Fuera de los puntos donde se usan tijeras para reducir o extender los significados de la obra, camino de esta versión sobre “la gratitud y el perdón”, hay algo que nadie pudo haber olvidado: la comedia, la dura, forzada y chata comedia que quiere ganar (y lo logra) el rugido del público, la risa en masa. Largas y abusivas intervenciones del clown Trínculo (devenido en un “sujeto psicoanalítico”) y del cantinero machón del barco del rey de Nápoles, que cede a los planes de Calibán para asesinar a Próspero. El peor sentido de la actualización de Shakespeare pasa por recurrir a la obviedad e incluso a la tontería. Donnellan pone ante los espectadores algo que cualquiera da por hecho, que no merece la menor atención en un teatro: el mundo está rodeado de tecnologías para comprar y pagar, la sociedad del consumo ha crecido con todo y, por el camino, la hoz se separó del martillo, en Rusia y en sitios tan infrecuentes como la isla de Próspero.

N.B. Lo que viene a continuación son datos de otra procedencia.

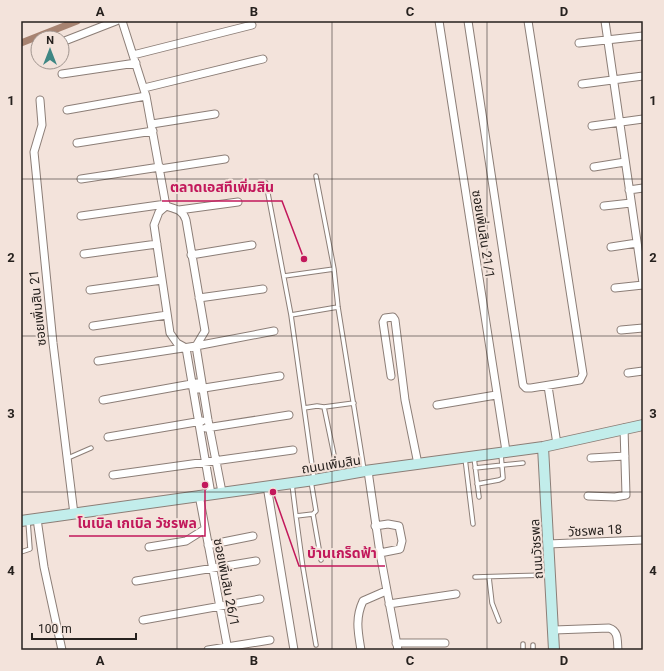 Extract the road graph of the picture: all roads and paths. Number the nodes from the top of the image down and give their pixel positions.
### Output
1 (116, 21) edge
2 (122, 21) edge
3 (439, 21) edge
4 (468, 21) edge
5 (528, 21) edge
6 (605, 21) edge
7 (252, 25) dead end
8 (643, 36) edge
9 (70, 39) edge
10 (607, 40) junction
11 (579, 43) dead end
12 (133, 55) junction
13 (263, 59) dead end
14 (136, 63) junction
15 (62, 74) dead end
16 (643, 76) edge
17 (613, 80) junction
18 (582, 84) dead end
19 (144, 88) junction
20 (146, 96) junction
21 (40, 100) dead end
22 (67, 110) dead end
23 (215, 114) dead end
24 (643, 119) edge
25 (620, 123) junction
26 (592, 126) dead end
27 (153, 128) junction
28 (77, 143) dead end
29 (225, 159) dead end
30 (625, 162) junction
31 (594, 167) dead end
32 (160, 168) junction
33 (316, 176) dead end
34 (81, 179) dead end
35 (266, 183) dead end
36 (643, 188) edge
37 (629, 190) junction
38 (238, 202) dead end
39 (631, 203) junction
40 (166, 205) junction
41 (604, 206) dead end
42 (179, 210) junction
43 (81, 216) dead end
44 (639, 230) edge
45 (637, 243) junction
46 (157, 244) junction
47 (252, 245) dead end
48 (611, 247) dead end
49 (84, 254) dead end
50 (191, 255) junction
51 (334, 269) junction
52 (642, 272) edge
53 (284, 276) junction
54 (162, 280) junction
55 (643, 284) edge
56 (615, 288) dead end
57 (263, 289) dead end
58 (90, 290) dead end
59 (199, 298) junction
60 (338, 307) junction
61 (167, 314) junction
62 (291, 315) junction
63 (94, 326) dead end
64 (643, 328) edge
65 (621, 330) dead end
66 (274, 331) dead end
67 (196, 346) junction
68 (186, 348) junction
69 (98, 361) dead end
70 (643, 371) edge
71 (628, 373) dead end
72 (280, 376) dead end
73 (391, 376) dead end
74 (202, 385) junction
75 (548, 386) junction
76 (193, 387) junction
77 (496, 395) junction
78 (103, 400) dead end
79 (354, 403) junction
80 (437, 405) dead end
81 (324, 407) junction
82 (304, 408) junction
83 (289, 415) dead end
84 (209, 424) junction
85 (643, 424) edge
86 (199, 425) junction
87 (624, 428) junction
88 (108, 437) dead end
89 (557, 444) junction
90 (543, 447) junction
91 (91, 448) dead end
92 (293, 450) dead end
93 (503, 451) junction
94 (334, 455) dead end
95 (469, 456) junction
96 (625, 456) junction
97 (67, 458) junction
98 (591, 458) dead end
99 (216, 461) junction
100 (205, 462) junction
101 (523, 463) dead end
102 (418, 464) junction
103 (503, 465) junction
104 (475, 468) junction
105 (366, 471) junction
106 (113, 475) dead end
107 (313, 480) junction
108 (292, 483) junction
109 (478, 484) junction
110 (267, 486) junction
111 (222, 492) junction
112 (211, 494) junction
113 (198, 495) junction
114 (588, 496) dead end
115 (479, 497) dead end
116 (74, 514) junction
117 (313, 514) junction
118 (296, 516) junction
119 (28, 520) edge
120 (473, 524) dead end
121 (375, 526) junction
122 (205, 529) junction
123 (253, 536) dead end
124 (643, 540) edge
125 (548, 544) junction
126 (208, 545) junction
127 (149, 547) dead end
128 (21, 552) edge
129 (380, 553) junction
130 (321, 560) dead end
131 (256, 561) dead end
132 (212, 568) junction
133 (552, 575) junction
134 (475, 577) dead end
135 (489, 577) junction
136 (136, 581) dead end
137 (386, 591) junction
138 (456, 594) dead end
139 (260, 599) dead end
140 (389, 604) junction
141 (219, 606) junction
142 (143, 620) dead end
143 (499, 620) dead end
144 (554, 630) junction
145 (270, 640) dead end
146 (445, 643) dead end
147 (523, 644) dead end
148 (316, 645) dead end
149 (533, 645) dead end
150 (397, 646) edge
151 (227, 648) edge
152 (62, 650) edge
153 (208, 650) edge
154 (294, 650) edge
155 (360, 650) edge
156 (523, 650) edge
157 (533, 650) edge
158 (554, 650) edge
159 (618, 650) edge

1 - 9 street
2 - 12 street
3 - 77 street, ซอยเพิ่มสิน 21/1
4 - 75 street
5 - 75 street
6 - 10 street
7 - 12 street
8 - 10 street
10 - 11 street
10 - 17 street
12 - 14 street
13 - 19 street
14 - 15 street
14 - 19 street
16 - 17 street
17 - 18 street
17 - 25 street
19 - 20 street
20 - 22 street
20 - 27 street
21 - 97 street, ซอยเพิ่มสิน 21
23 - 27 street
24 - 25 street
25 - 26 street
25 - 30 street
27 - 28 street
27 - 32 street
29 - 32 street
30 - 31 street
30 - 37 street
32 - 34 street
32 - 40 street
33 - 51 lane
35 - 53 lane
36 - 37 street
37 - 39 street
38 - 42 street
39 - 41 street
39 - 44 street
40 - 42 street
40 - 43 street
40 - 46 street
42 - 50 street
44 - 45 street
45 - 48 street
45 - 52 street
46 - 49 street
46 - 54 street
47 - 50 street
50 - 59 street
51 - 53 lane
51 - 60 lane
52 - 55 street
53 - 62 lane
54 - 58 street
54 - 61 street
55 - 56 street
57 - 59 street
59 - 67 street
60 - 62 lane
60 - 79 lane
61 - 63 street
61 - 68 street
62 - 82 lane
64 - 65 street
66 - 67 street
67 - 68 street
67 - 74 street
68 - 69 street
68 - 76 street
70 - 71 street
72 - 74 street
73 - 102 street
74 - 76 street
74 - 84 street
75 - 89 street
76 - 78 street
76 - 86 street
77 - 80 street
77 - 93 street, ซอยเพิ่มสิน 21/1
79 - 81 lane
79 - 105 lane
81 - 82 lane
81 - 94 lane
82 - 107 lane
83 - 84 street
84 - 86 street
84 - 99 street
85 - 87 street, ถนนเพิ่มสิน
86 - 88 street
86 - 100 street
87 - 89 street, ถนนเพิ่มสิน
87 - 96 street
89 - 90 street, ถนนเพิ่มสิน
90 - 93 street, ถนนเพิ่มสิน
90 - 125 street, ถนนวัชรพล
91 - 97 lane
92 - 99 street
93 - 95 street, ถนนเพิ่มสิน
93 - 103 lane
95 - 102 street, ถนนเพิ่มสิน
95 - 104 lane
95 - 120 lane
96 - 98 street
96 - 114 street
97 - 116 street, ซอยเพิ่มสิน 21
99 - 100 street
99 - 111 street
100 - 106 street
100 - 112 street
101 - 103 lane
102 - 105 street, ถนนเพิ่มสิน
103 - 104 lane
103 - 109 lane
104 - 109 lane
105 - 107 street, ถนนเพิ่มสิน
105 - 121 street
107 - 108 street, ถนนเพิ่มสิน
107 - 117 lane
108 - 110 street, ถนนเพิ่มสิน
108 - 118 lane
109 - 115 lane
110 - 111 street, ถนนเพิ่มสิน
110 - 154 street
111 - 112 street, ถนนเพิ่มสิน
112 - 113 street, ถนนเพิ่มสิน
113 - 116 street, ถนนเพิ่มสิน
113 - 122 street, ซอยเพิ่มสิน 26/1
116 - 119 street, ถนนเพิ่มสิน
117 - 118 lane
117 - 130 lane
118 - 148 lane
119 - 128 lane
119 - 152 street
121 - 129 street
121 - 129 street
122 - 126 street, ซอยเพิ่มสิน 26/1
122 - 127 street
123 - 126 street
124 - 125 street, วัชรพล 18
125 - 133 street, ถนนวัชรพล
126 - 132 street, ซอยเพิ่มสิน 26/1
129 - 137 street
131 - 132 street
132 - 136 street
132 - 141 street, ซอยเพิ่มสิน 26/1
133 - 135 lane
133 - 144 street, ถนนวัชรพล
134 - 135 lane
135 - 143 lane
137 - 140 street
137 - 155 street
138 - 140 street
139 - 141 street
140 - 150 street
141 - 142 street
141 - 151 street, ซอยเพิ่มสิน 26/1
144 - 158 street, ถนนวัชรพล
144 - 159 street
145 - 151 street
146 - 150 street
147 - 156 lane
149 - 157 lane
151 - 153 street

Cuando el hechizador convoca a los espíritus, llamados por nombres míticos (Iris, Ceres, Juno, ninfas), con el fin de terminar de unir en la fascinación a su hija Miranda y a Ferdinando, la mascarada incluye una coreografía prevista (la de los segadores), hecha aquí con la hoz al vuelo. Ese tramo parece salido de otra representación, no precisamente del mejor Donnellan sino del más irritante Shakespeare uruguayo (se han visto varios). El epílogo prevé salvar al teatro de lo bueno y lo malo de cada puesta: “la indulgencia de ustedes me liberará” (palabras de Próspero). Última petición a un público al que se le hace saber, desde el escenario, que está ante un artificio y un juego de límites indefinibles. Tras las palabras finales del rey despojado cae el aplauso cálido y largo (ovación), las gracias al elenco ruso que consiguió iluminar la fantasía, que se esmeró por sacar a los espectadores, por un rato, de las cavernas individuales, depositando a todos en la caverna-pantalla del escenario del Solís. Luego cada uno se habrá llevado el teatro a su casa y la escena perdurará un tiempo. La experiencia de Donnellan no es algo que se dé en Montevideo con frecuencia, y Shakespeare es todavía incomún.